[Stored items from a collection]
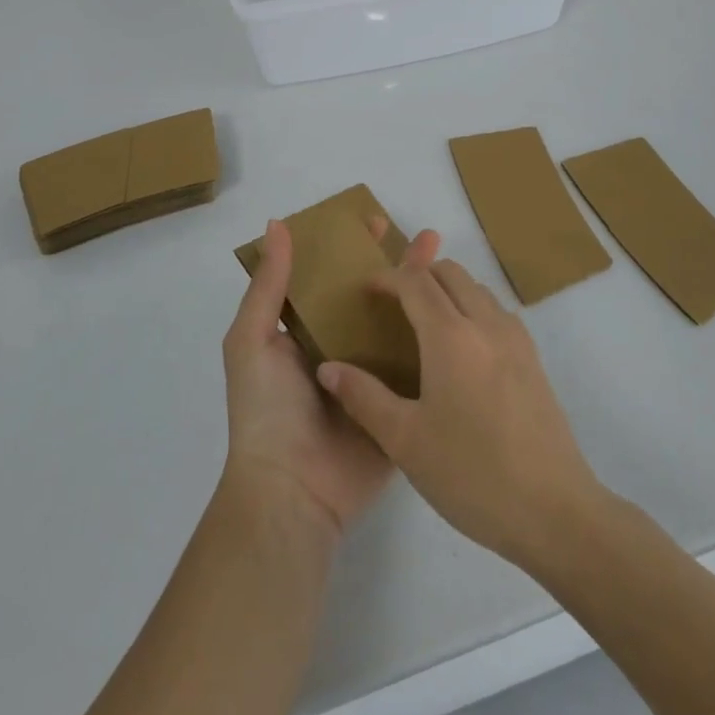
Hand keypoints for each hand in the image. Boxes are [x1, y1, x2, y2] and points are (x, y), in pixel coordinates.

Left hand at [222, 217, 439, 537]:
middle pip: (372, 297)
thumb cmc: (266, 410)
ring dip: (422, 296)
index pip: (331, 278)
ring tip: (450, 266)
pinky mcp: (398, 405)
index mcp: (304, 331)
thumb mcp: (251, 340)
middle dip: (397, 266)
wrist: (292, 492)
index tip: (377, 222)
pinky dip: (437, 343)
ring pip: (400, 326)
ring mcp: (372, 377)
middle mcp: (340, 348)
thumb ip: (268, 286)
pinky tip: (462, 317)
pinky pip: (419, 368)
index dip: (352, 248)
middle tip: (428, 239)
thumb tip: (278, 224)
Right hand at [316, 259, 604, 570]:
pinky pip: (497, 313)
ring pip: (477, 289)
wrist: (555, 512)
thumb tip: (327, 368)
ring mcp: (516, 340)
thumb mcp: (405, 440)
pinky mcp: (534, 361)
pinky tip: (461, 352)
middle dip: (418, 275)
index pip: (415, 281)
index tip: (365, 291)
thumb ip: (363, 397)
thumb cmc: (471, 474)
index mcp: (451, 336)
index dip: (387, 277)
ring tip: (423, 325)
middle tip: (392, 304)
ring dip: (447, 290)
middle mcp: (486, 324)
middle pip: (450, 273)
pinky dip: (472, 309)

- _Try it_
Repeat only the lines between the start of the data and the line with "index mcp: (304, 331)", including those two lines, and skip the pictures.

- _Exercise result_
Hand keypoints for each hand in the image. Boxes are [x1, y1, x2, y2] and points are (x, y), in pixel coordinates.

Left hand at [222, 217, 439, 537]:
middle pip: (372, 297)
thumb cmc: (266, 410)
ring dip: (422, 296)
index pip: (331, 278)
ring tip: (450, 266)
pinky mcp: (398, 405)
index mcp: (304, 331)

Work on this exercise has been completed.